Thursday, January 1, 2015

Untitled.

Jarum berdetik. Tik. Tik. Tik. Detik demi detik seakan mereka menghantuiku, seakan mencoba berkata bahwa detik-detik yang telah berlalu akan mustahil untuk kembali. Tetapi akan selalu ada detik baru menunggu kita untuk beraksi, menemukan sesuatu atau mungkin menyelamatkan dunia. Tunggu, selalu ada? Maaf, aku bersikap terlalu naive, apa yang kita tahu dengan 'selamanya'? Jika kau mengalami apa yang aku alami, aku yakin kalian tidak akan percaya lagi dengan kata yang tidak mempunyai arti bermakna itu. Ironisnya aku tidak akan pernah lepas darinya, dari namaku saja, Vitani Memoir, kenangan selamanya. Aku menghargai namaku, seperti aku menghargai sosok yang memberikannya padaku. Sangat menghargainya. Dan pada akhirnya aku bertemu lagi dengan secarik perasaan yang membuatku merubah pandanganku. 
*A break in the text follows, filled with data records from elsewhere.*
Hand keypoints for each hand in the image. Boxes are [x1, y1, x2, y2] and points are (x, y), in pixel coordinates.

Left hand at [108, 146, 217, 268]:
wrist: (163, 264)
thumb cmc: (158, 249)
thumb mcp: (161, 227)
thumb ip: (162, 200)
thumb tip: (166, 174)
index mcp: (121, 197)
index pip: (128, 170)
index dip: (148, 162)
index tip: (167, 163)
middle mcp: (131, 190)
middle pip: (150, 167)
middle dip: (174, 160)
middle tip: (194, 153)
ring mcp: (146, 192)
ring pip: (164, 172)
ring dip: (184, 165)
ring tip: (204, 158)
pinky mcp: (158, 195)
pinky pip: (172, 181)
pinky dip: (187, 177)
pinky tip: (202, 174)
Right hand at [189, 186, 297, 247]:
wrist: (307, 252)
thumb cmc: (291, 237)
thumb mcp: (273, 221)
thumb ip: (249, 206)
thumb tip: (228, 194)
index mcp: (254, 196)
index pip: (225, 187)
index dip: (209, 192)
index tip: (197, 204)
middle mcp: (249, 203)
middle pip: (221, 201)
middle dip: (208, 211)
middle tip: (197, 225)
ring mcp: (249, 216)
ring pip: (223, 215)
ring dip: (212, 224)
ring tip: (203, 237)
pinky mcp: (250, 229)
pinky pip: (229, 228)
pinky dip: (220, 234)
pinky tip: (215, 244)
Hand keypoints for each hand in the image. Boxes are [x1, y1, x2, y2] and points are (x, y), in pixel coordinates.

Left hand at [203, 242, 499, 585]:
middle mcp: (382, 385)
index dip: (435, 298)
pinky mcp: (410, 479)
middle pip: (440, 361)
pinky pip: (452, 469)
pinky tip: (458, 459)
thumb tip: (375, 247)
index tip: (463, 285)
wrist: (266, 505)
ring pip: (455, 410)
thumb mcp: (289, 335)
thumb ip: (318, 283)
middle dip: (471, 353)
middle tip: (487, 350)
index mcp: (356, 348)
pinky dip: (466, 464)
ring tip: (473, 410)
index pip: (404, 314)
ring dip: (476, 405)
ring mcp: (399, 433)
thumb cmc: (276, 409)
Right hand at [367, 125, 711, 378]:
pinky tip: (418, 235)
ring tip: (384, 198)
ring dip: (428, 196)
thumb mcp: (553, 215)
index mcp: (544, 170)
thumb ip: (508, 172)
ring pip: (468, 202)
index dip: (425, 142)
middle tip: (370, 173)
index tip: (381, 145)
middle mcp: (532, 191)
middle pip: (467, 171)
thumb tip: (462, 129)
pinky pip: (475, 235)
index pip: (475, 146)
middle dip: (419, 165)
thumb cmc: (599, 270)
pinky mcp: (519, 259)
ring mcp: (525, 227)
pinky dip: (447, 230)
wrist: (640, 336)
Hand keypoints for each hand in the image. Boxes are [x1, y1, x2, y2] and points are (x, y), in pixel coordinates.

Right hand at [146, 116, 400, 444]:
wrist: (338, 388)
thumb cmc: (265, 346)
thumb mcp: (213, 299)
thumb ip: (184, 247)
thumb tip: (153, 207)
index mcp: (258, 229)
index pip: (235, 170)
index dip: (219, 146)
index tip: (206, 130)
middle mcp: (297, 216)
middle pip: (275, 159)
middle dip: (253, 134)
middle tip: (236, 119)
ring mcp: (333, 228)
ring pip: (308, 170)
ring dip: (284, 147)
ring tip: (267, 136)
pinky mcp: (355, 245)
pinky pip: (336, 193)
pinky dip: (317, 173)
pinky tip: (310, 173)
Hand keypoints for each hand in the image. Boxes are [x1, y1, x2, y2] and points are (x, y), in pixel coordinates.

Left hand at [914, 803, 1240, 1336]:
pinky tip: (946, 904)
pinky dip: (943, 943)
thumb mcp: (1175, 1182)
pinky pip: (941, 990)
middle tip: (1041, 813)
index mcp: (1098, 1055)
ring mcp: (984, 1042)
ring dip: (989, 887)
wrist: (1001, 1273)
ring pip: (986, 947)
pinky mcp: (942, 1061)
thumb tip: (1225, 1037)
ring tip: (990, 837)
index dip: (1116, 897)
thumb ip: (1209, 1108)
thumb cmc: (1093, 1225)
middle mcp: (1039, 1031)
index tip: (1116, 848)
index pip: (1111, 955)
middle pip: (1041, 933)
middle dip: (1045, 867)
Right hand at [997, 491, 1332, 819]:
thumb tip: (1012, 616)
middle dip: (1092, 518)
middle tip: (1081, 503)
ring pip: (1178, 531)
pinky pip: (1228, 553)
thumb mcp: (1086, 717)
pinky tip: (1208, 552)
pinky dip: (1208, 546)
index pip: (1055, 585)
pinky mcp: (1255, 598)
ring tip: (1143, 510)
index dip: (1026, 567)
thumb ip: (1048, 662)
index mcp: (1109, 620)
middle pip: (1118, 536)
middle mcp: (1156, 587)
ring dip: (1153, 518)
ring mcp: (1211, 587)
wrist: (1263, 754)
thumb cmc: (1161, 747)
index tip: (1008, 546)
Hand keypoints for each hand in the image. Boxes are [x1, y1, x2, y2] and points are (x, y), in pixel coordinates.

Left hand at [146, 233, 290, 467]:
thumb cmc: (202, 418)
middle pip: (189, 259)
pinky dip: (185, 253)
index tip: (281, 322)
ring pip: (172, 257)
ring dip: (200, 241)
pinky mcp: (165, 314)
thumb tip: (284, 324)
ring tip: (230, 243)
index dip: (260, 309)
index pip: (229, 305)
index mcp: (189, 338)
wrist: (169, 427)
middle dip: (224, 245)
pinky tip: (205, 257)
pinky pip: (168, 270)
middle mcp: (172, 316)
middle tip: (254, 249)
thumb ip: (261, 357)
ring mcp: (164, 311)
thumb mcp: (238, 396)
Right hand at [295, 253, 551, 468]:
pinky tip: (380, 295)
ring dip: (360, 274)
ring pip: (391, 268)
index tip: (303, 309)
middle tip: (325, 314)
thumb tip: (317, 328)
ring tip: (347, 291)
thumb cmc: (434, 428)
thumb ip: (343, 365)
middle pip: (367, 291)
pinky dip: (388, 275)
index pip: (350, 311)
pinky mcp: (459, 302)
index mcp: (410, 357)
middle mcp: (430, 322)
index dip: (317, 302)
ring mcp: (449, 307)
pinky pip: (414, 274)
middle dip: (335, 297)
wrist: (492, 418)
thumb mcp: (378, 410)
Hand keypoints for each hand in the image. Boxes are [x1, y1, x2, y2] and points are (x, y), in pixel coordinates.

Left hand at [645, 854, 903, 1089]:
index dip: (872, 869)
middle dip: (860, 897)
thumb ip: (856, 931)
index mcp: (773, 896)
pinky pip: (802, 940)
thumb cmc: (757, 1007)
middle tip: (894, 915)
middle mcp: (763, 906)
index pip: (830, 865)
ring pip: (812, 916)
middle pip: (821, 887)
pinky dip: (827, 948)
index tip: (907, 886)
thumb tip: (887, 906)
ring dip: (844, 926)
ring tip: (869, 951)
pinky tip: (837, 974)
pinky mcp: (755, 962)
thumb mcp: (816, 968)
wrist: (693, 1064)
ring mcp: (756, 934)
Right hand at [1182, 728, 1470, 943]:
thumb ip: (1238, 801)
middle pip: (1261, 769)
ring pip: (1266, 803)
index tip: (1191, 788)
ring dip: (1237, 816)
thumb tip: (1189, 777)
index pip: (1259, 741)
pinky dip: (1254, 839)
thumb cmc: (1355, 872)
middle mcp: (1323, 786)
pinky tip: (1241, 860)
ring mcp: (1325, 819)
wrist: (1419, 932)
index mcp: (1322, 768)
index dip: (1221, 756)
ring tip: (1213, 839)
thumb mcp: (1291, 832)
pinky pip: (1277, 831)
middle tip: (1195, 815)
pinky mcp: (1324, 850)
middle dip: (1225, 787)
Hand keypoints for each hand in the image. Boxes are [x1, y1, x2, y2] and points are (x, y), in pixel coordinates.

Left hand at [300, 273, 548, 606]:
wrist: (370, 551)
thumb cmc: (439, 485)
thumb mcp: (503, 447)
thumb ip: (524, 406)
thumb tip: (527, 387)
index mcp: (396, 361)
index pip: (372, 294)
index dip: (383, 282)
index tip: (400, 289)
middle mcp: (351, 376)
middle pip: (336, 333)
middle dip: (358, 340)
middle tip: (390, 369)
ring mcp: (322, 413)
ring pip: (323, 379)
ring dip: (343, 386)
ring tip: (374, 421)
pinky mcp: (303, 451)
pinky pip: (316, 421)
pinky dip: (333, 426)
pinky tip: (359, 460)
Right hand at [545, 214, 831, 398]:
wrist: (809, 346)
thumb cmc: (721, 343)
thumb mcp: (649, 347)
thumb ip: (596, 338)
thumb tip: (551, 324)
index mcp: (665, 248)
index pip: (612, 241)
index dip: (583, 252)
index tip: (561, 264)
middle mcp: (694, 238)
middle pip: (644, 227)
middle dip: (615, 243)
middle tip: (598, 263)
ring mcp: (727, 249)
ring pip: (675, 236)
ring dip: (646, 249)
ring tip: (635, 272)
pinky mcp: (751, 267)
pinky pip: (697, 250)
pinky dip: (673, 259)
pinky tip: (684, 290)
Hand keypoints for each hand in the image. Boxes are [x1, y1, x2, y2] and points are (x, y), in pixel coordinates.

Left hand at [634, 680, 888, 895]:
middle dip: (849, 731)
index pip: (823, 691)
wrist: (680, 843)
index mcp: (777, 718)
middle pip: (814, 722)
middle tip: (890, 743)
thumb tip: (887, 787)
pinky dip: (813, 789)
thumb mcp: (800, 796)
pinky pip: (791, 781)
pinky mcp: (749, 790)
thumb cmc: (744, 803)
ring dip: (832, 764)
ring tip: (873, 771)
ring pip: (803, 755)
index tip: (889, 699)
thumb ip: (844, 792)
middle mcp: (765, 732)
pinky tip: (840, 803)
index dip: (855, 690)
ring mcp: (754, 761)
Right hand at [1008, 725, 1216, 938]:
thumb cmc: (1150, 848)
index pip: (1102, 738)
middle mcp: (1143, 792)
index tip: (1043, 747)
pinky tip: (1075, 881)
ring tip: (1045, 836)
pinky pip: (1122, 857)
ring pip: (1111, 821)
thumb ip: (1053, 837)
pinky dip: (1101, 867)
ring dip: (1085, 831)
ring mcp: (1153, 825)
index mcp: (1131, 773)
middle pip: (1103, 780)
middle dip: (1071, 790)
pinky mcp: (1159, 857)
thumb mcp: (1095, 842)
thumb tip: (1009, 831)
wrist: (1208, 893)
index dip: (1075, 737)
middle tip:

Aku ada disebuah ruangan kecil, mungkin ruangan yang dulunya adalah ruangan bayi, cat di tembok sudah terlalu tua sehingga penuh jamur dan mengelupas, aku duduk dilantai yang dingin tanpa alas, dingin serasa menembus celana jinsku, jaket tuaku yang sudah robek-robek ini juga sudah tidak berfungsi apa-apa. Ruangan terasa sangat gelap meskipun ada 2 lampu berdiri menyala, ruangan ini sangat sepi, tidak ada apa-apa kecuali benda itu yang ada dihadapanku. Aku sedang bertatap muka dengan suatu benda yang tak kunjung berhenti berdetik tapi akan datang dimana waktunya dia akan diam, dan akan diikuti oleh detak jantungku.

Lucu bahwa beberapa hari yang lalu, kau bisa tertawa menonton tv dengan keluarga kecilmu, menikmati setiap momen sekecil apapun bersama, dan tanpa kau tahu, bam, kau sedang menunggu sisa-sisa hidupmu yang sebagian besar kau habiskan untuk menghidupi ibu dan adikmu, akan berakhir begitu saja beberapa saat lagi. Hingga saja semua yang terjadi pada malam itu tidak terjadi, pada malam itu ….















CHAPTER 1:
48 jam 35 menit 12 detik sebelum bom meledak.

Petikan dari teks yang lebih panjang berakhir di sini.